--- Provided material ---
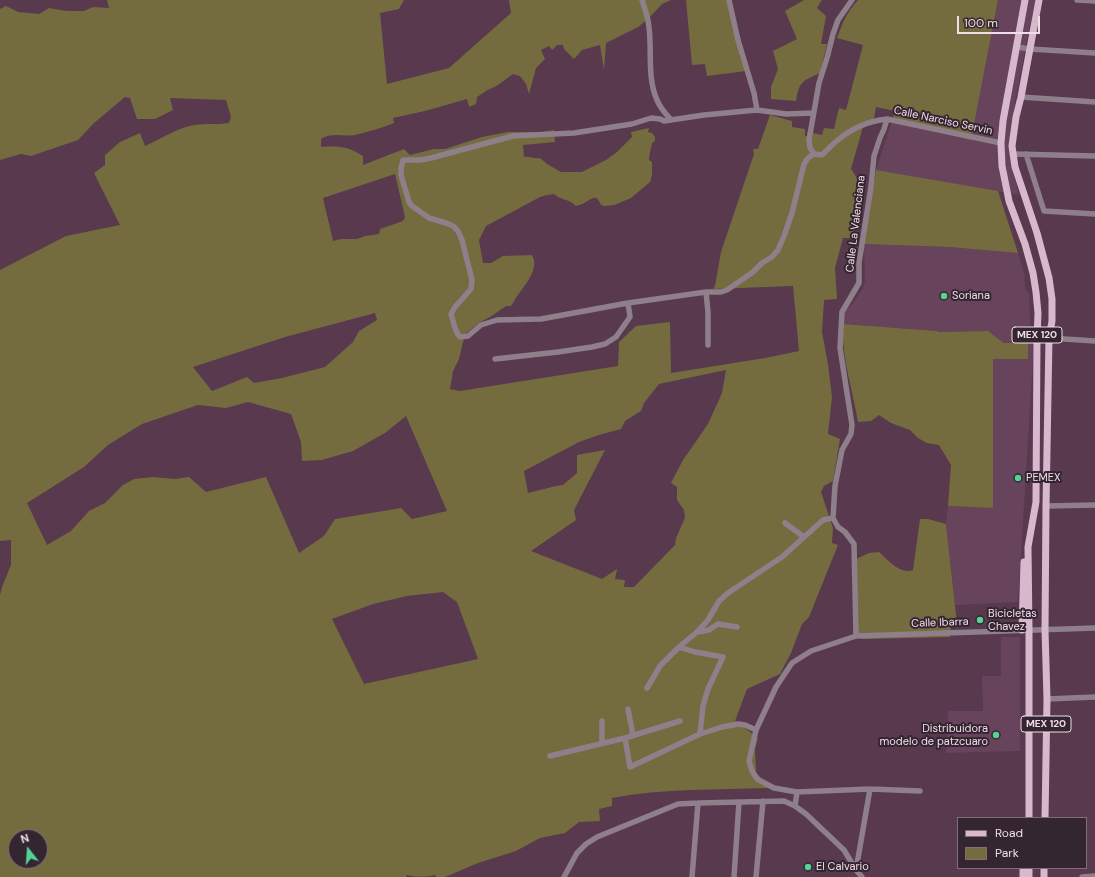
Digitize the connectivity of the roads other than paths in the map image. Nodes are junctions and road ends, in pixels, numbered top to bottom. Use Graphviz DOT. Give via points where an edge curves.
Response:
graph roads {
  1 [pos="642,0"];
  2 [pos="729,0"];
  3 [pos="851,0"];
  4 [pos="1025,0"];
  5 [pos="1039,0"];
  6 [pos="1077,0"];
  7 [pos="1095,1"];
  8 [pos="1017,47"];
  9 [pos="1033,49"];
  10 [pos="1095,52"];
  11 [pos="1022,97"];
  12 [pos="1095,102"];
  13 [pos="757,110"];
  14 [pos="813,113"];
  15 [pos="887,119"];
  16 [pos="671,120"];
  17 [pos="1001,143"];
  18 [pos="814,154"];
  19 [pos="1013,154"];
  20 [pos="1026,154"];
  21 [pos="1095,156"];
  22 [pos="1095,214"];
  23 [pos="706,292"];
  24 [pos="628,304"];
  25 [pos="1049,338"];
  26 [pos="1095,341"];
  27 [pos="708,345"];
  28 [pos="495,359"];
  29 [pos="1095,505"];
  30 [pos="1046,506"];
  31 [pos="833,518"];
  32 [pos="785,523"];
  33 [pos="804,537"];
  34 [pos="1028,547"];
  35 [pos="737,627"];
  36 [pos="1095,628"];
  37 [pos="1022,630"];
  38 [pos="1029,630"];
  39 [pos="1047,630"];
  40 [pos="697,632"];
  41 [pos="856,636"];
  42 [pos="679,647"];
  43 [pos="647,688"];
  44 [pos="1095,697"];
  45 [pos="1047,699"];
  46 [pos="628,709"];
  47 [pos="602,721"];
  48 [pos="680,721"];
  49 [pos="756,730"];
  50 [pos="700,734"];
  51 [pos="632,735"];
  52 [pos="625,738"];
  53 [pos="602,743"];
  54 [pos="550,756"];
  55 [pos="870,789"];
  56 [pos="920,790"];
  57 [pos="797,792"];
  58 [pos="763,801"];
  59 [pos="739,802"];
  60 [pos="698,803"];
  61 [pos="795,806"];
  62 [pos="1030,809"];
  63 [pos="1025,817"];
  64 [pos="1030,817"];
  65 [pos="1045,817"];
  66 [pos="856,870"];
  67 [pos="1095,876"];
  68 [pos="564,877"];
  69 [pos="692,877"];
  70 [pos="734,877"];
  71 [pos="756,877"];
  72 [pos="862,877"];
  73 [pos="1082,877"];
  1 -- 16 [label="street" via="649,27 654,92 657,102"];
  2 -- 13 [label="street"];
  3 -- 14 [label="street" via="838,20 818,83"];
  4 -- 8 [label="main road, MEX 120"];
  5 -- 9 [label="main road, MEX 120"];
  6 -- 7 [label="street"];
  8 -- 9 [label="street"];
  8 -- 17 [label="main road, MEX 120"];
  9 -- 10 [label="street"];
  9 -- 11 [label="main road, MEX 120"];
  11 -- 12 [label="street"];
  11 -- 19 [label="main road, MEX 120" via="1016,117"];
  13 -- 14 [label="street" via="786,114"];
  13 -- 16 [label="street"];
  14 -- 18 [label="street" via="809,140"];
  15 -- 17 [label="street, Calle Narciso Servin"];
  15 -- 18 [label="street, Calle Narciso Servin" via="864,125 838,140 822,155"];
  15 -- 31 [label="street, Calle La Valenciana" via="874,156 859,263 859,283 842,312 840,348 852,425 851,434 842,450 835,486"];
  16 -- 24 [label="street" via="651,118 632,124 574,133 513,136 431,158 403,160 401,168 412,206 429,218 453,226 462,240 472,280 471,289 451,314 460,337 468,336 481,325 497,320 541,320"];
  17 -- 34 [label="main road, MEX 120" via="1002,166 1009,201 1030,258 1038,313 1036,502"];
  18 -- 23 [label="street" via="804,164 792,213 778,250 727,290"];
  19 -- 20 [label="street"];
  19 -- 25 [label="main road, MEX 120" via="1049,278 1052,320"];
  20 -- 21 [label="street"];
  20 -- 22 [label="street" via="1044,211"];
  23 -- 24 [label="street"];
  23 -- 27 [label="street"];
  24 -- 28 [label="street" via="630,317 616,337 605,344"];
  25 -- 26 [label="street"];
  25 -- 30 [label="main road, MEX 120"];
  29 -- 30 [label="street"];
  30 -- 39 [label="main road, MEX 120"];
  31 -- 33 [label="street" via="823,520"];
  31 -- 41 [label="street" via="854,544"];
  32 -- 33 [label="street"];
  33 -- 40 [label="street" via="782,558 728,593 719,601 708,620"];
  34 -- 37 [label="main road" via="1024,560"];
  34 -- 38 [label="main road, MEX 120"];
  35 -- 40 [label="street" via="718,624 709,630"];
  36 -- 39 [label="street, Calle Ibarra"];
  37 -- 38 [label="street, Calle Ibarra"];
  37 -- 41 [label="street, Calle Ibarra"];
  38 -- 39 [label="street, Calle Ibarra"];
  38 -- 62 [label="main road, MEX 120"];
  39 -- 45 [label="main road, MEX 120"];
  40 -- 42 [label="street"];
  41 -- 49 [label="street, Calle Ibarra" via="811,650 792,663 776,688"];
  42 -- 43 [label="street" via="660,666"];
  42 -- 50 [label="street" via="724,657 708,689"];
  44 -- 45 [label="street"];
  45 -- 65 [label="main road, MEX 120"];
  46 -- 51 [label="street"];
  47 -- 53 [label="street"];
  48 -- 51 [label="street"];
  49 -- 50 [label="street" via="738,724"];
  49 -- 57 [label="street, Calle Ibarra" via="749,761 752,772 757,779 774,788"];
  50 -- 52 [label="street" via="630,767"];
  51 -- 52 [label="street"];
  52 -- 53 [label="street"];
  53 -- 54 [label="street"];
  55 -- 56 [label="street, Calle Ibarra"];
  55 -- 57 [label="street, Calle Ibarra"];
  55 -- 66 [label="street"];
  57 -- 61 [label="street"];
  58 -- 59 [label="street"];
  58 -- 61 [label="street" via="784,801"];
  58 -- 71 [label="street"];
  59 -- 60 [label="street"];
  59 -- 70 [label="street"];
  60 -- 68 [label="street" via="678,804 597,837 577,853"];
  60 -- 69 [label="street"];
  61 -- 66 [label="street" via="844,850"];
  62 -- 63 [label="main road"];
  62 -- 64 [label="main road, MEX 120"];
  66 -- 72 [label="street"];
  67 -- 73 [label="street"];
}
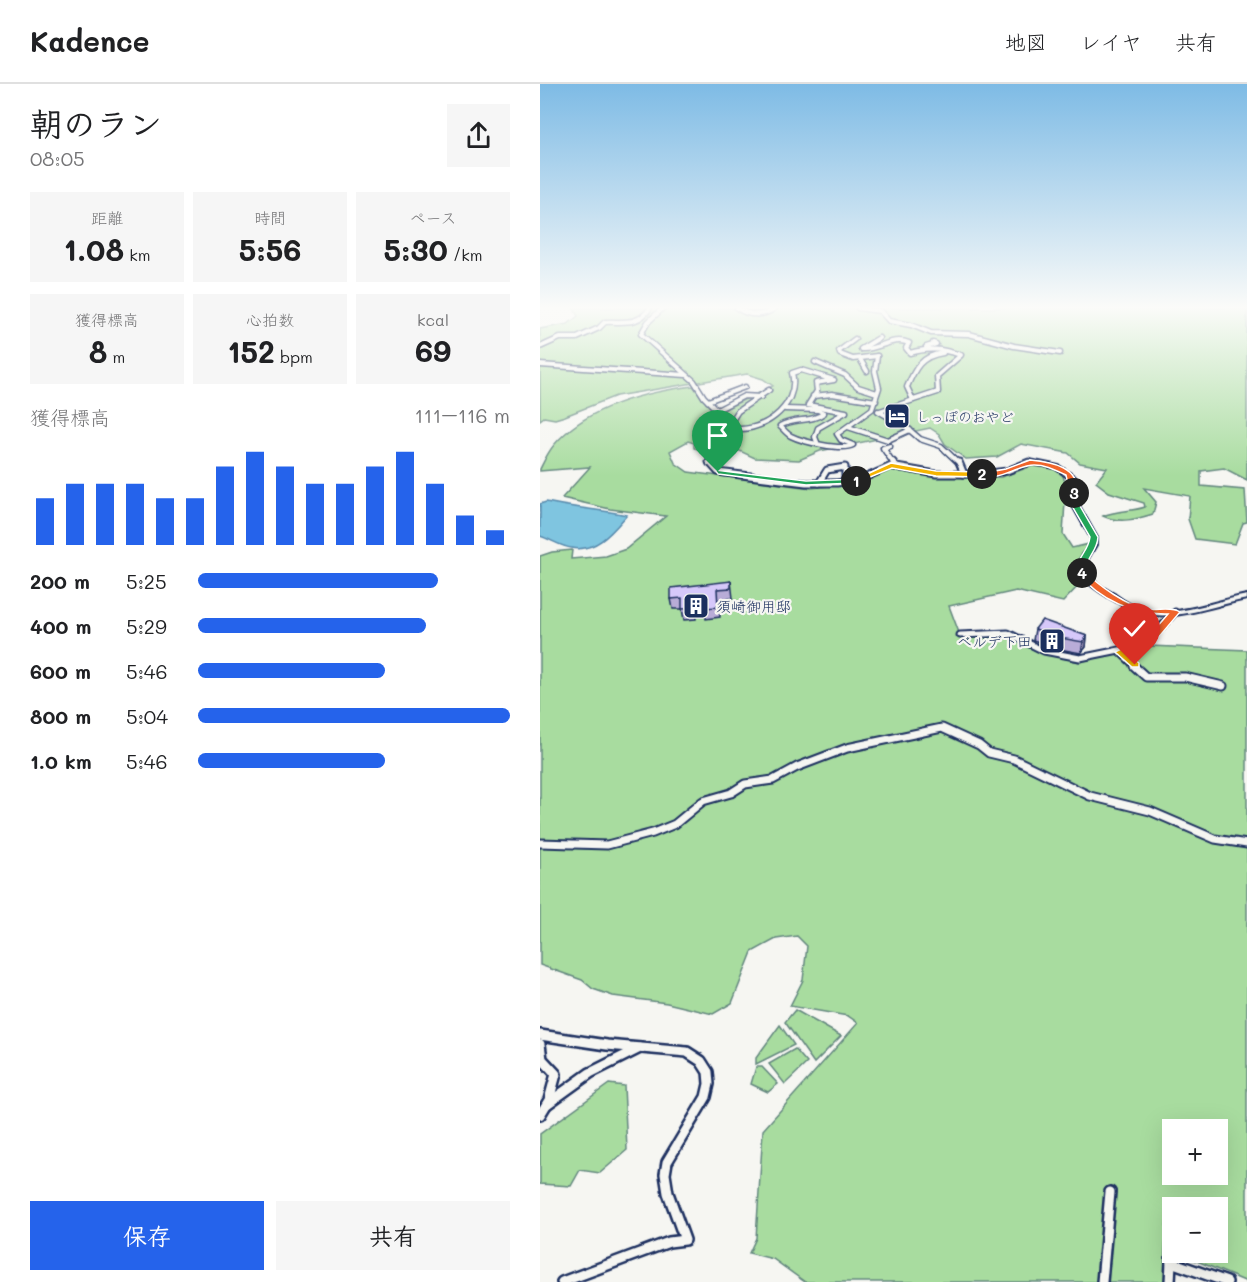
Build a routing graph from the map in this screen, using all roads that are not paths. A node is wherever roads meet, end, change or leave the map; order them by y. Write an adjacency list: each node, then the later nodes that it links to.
1 (675, 364): 9 (street)
2 (819, 364): 12 (street)
3 (863, 364): 8 (street)
4 (876, 364): 12 (street)
5 (919, 364): 15 (street)
6 (948, 364): 15 (street)
7 (540, 367): 9 (street)
8 (867, 371)
9 (687, 375): 16 (street)
10 (745, 387): 16 (street)
11 (769, 390): 14 (street)
12 (877, 393): 17 (street)
13 (813, 396): 17 (street); 18 (street); 24 (street)
14 (761, 397): 18 (street); 20 (street)
15 (913, 400): 21 (street)
16 (708, 401): 20 (street)
17 (876, 401): 19 (street)
18 (785, 409): 24 (street)
19 (872, 409): 21 (street); 22 (street)
20 (717, 411): 29 (street)
21 (880, 411): 23 (street)
22 (848, 427): 23 (street); 24 (street)
23 (910, 430): 28 (street)
24 (817, 442)
25 (890, 446): 27 (street)
26 (1030, 462): 28 (street); 32 (main road)
27 (896, 466): 28 (street); 30 (street)
28 (964, 474)
29 (819, 483): 30 (street); 30 (street)
30 (845, 483)
31 (1247, 597): 32 (main road)
32 (1175, 612): 34 (street)
33 (960, 635): 34 (street)
34 (1120, 652): 35 (street)
35 (1223, 686)
36 (540, 843): 37 (street)
37 (1247, 844)
38 (540, 1035): 40 (street)
39 (540, 1044): 41 (street)
40 (640, 1048): 41 (street); 46 (street)
41 (547, 1104): 42 (street)
42 (540, 1115)
43 (1110, 1192): 47 (street)
44 (1171, 1263): 48 (street)
45 (1174, 1263): 49 (street)
46 (562, 1282)
47 (1102, 1282)
48 (1170, 1282)
49 (1227, 1282)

--- About this exercise ---
Write out once more the lines above beginning at the line with "Build a routing"; continue through the final line and stop there.

--- Response for this exercise ---
Build a routing graph from the map in this screen, using all roads that are not paths. A node is wherever roads meet, end, change or leave the map; order them by y. Write an adjacency list: each node, then the later nodes that it links to.
1 (675, 364): 9 (street)
2 (819, 364): 12 (street)
3 (863, 364): 8 (street)
4 (876, 364): 12 (street)
5 (919, 364): 15 (street)
6 (948, 364): 15 (street)
7 (540, 367): 9 (street)
8 (867, 371)
9 (687, 375): 16 (street)
10 (745, 387): 16 (street)
11 (769, 390): 14 (street)
12 (877, 393): 17 (street)
13 (813, 396): 17 (street); 18 (street); 24 (street)
14 (761, 397): 18 (street); 20 (street)
15 (913, 400): 21 (street)
16 (708, 401): 20 (street)
17 (876, 401): 19 (street)
18 (785, 409): 24 (street)
19 (872, 409): 21 (street); 22 (street)
20 (717, 411): 29 (street)
21 (880, 411): 23 (street)
22 (848, 427): 23 (street); 24 (street)
23 (910, 430): 28 (street)
24 (817, 442)
25 (890, 446): 27 (street)
26 (1030, 462): 28 (street); 32 (main road)
27 (896, 466): 28 (street); 30 (street)
28 (964, 474)
29 (819, 483): 30 (street); 30 (street)
30 (845, 483)
31 (1247, 597): 32 (main road)
32 (1175, 612): 34 (street)
33 (960, 635): 34 (street)
34 (1120, 652): 35 (street)
35 (1223, 686)
36 (540, 843): 37 (street)
37 (1247, 844)
38 (540, 1035): 40 (street)
39 (540, 1044): 41 (street)
40 (640, 1048): 41 (street); 46 (street)
41 (547, 1104): 42 (street)
42 (540, 1115)
43 (1110, 1192): 47 (street)
44 (1171, 1263): 48 (street)
45 (1174, 1263): 49 (street)
46 (562, 1282)
47 (1102, 1282)
48 (1170, 1282)
49 (1227, 1282)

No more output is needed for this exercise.